The morphometric analysis program (MAP) is integrated in standard presurgical workflows of over 60 epilepsy centers in 22 different countries [10]. It has independently been validated for its clinical benefits against expert neuroradiological assessments [11,12,13] with potential impact on further, also invasive and presurgical patient management [14]. The resulting morphometric maps as well as the FCD probability map resulting from the recently integrated ANN [6] can be easily inversely normalized back to the native space within the program and directly used for stereotactic and/or neuronavigation procedures. The program typically processes MPRAGE sequences with isotropic 1mm3 large voxels; the MPRAGE sequence itself is a fundamental part of epilepsy imaging protocols [15,16,17]. However, House and co-workers found higher mean z-scores of FCD when processing 3D T2-weighted instead of MPRAGE data sets [18]. We recently showed that not only the mean z-scores but also the volumes of FCD are larger when processing MP2RAGE instead of MPRAGE data sets. Especially, the higher volume of FCD facilitated the separation from FP when scrolling through the MP2RAGE data sets [7]. By displaying larger and brighter lesions, the MP2RAGE sequence increases the diagnostic confidence which may have an impact on the decision to proceed with invasive EEG recordings or epilepsy surgery. The higher diagnostic yield of the MP2RAGE sequence likely results from the intrinsic correction of B1 inhomogeneities which is achieved by combining two MPRAGE data sets acquired interleaved at different inversion times [7,8,9]. The drawback is a longer acquisition time (≈ 8 versus 4 min) and the higher risk for movement artifacts.

The major limitation of this study is that only six of 15 patients with FCD have been operated so far (## 12, 22, 25, 29, 33, 40). Four of those underwent stereo-electroencephalographic (SEEG) recordings which clearly showed ictal EEG activity within and around the lesions. Here, the “one minute” approach led to extended electrode implantations proving the accuracy of the findings with SEEG recordings (#22, Fig. 3).

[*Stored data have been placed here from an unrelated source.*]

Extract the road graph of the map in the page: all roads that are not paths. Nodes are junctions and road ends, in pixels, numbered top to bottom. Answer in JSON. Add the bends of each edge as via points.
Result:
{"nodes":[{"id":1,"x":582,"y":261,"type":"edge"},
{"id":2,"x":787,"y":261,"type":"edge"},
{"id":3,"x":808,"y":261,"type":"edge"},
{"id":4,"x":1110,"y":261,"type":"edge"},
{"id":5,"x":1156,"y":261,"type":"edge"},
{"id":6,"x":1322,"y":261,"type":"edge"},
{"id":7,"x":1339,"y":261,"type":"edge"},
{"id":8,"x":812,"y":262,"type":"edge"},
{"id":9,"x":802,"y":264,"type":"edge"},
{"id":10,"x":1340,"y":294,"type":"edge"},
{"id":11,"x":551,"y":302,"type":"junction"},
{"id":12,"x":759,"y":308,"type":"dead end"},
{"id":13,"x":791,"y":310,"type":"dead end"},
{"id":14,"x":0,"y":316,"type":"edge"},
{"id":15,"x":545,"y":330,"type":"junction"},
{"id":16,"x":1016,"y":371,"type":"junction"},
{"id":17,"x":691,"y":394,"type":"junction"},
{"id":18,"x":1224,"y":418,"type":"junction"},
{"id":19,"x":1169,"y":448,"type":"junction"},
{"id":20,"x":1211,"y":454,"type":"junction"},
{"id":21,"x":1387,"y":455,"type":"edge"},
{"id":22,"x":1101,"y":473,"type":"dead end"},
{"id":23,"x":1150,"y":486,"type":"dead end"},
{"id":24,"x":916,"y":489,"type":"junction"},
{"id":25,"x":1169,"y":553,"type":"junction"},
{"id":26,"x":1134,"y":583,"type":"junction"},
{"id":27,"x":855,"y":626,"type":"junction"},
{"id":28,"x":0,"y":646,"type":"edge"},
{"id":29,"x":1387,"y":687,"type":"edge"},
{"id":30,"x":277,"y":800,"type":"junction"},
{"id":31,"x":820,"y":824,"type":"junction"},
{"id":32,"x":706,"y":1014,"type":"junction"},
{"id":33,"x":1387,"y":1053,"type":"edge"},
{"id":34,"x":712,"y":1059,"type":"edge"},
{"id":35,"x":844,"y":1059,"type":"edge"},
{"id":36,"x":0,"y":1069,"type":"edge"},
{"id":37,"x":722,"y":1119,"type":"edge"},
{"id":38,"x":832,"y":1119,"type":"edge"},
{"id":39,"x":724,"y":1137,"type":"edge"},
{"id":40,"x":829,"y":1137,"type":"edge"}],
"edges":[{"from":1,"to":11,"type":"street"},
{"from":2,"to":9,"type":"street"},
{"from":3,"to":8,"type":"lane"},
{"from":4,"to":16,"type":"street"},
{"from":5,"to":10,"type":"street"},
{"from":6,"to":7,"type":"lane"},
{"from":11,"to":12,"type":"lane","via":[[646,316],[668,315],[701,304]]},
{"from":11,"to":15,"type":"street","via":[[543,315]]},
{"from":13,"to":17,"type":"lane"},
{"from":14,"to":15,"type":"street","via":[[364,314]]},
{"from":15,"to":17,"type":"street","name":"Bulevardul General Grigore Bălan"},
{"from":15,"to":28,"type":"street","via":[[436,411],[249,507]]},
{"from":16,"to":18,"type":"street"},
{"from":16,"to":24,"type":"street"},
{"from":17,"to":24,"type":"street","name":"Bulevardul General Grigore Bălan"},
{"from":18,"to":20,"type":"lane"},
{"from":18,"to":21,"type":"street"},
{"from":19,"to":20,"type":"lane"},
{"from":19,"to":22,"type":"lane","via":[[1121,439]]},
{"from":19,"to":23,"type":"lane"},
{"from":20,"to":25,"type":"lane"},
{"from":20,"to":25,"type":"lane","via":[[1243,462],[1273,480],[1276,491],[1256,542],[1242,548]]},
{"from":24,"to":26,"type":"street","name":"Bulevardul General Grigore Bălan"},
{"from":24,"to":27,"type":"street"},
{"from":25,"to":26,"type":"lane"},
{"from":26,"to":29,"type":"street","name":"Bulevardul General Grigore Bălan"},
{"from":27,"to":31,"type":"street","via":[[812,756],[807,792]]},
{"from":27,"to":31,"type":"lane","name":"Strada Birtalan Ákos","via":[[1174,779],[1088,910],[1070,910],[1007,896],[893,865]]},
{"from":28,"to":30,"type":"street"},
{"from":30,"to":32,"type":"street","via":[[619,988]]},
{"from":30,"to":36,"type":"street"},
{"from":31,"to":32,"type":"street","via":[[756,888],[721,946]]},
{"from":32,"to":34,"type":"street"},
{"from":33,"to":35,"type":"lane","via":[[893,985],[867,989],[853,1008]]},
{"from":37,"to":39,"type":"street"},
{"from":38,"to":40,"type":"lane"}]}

In conclusion, by postprocessing and displaying a MP2RAGE sequence and the co-registration output map in the PACS, subtle or even unvisible FCD can be detected “within a minute.” Fully automated MRI analyses have the potential to easily identify FCD and to contribute to overcome the underutilization of epilepsy surgery and prolonged latencies for referral to epilepsy centers.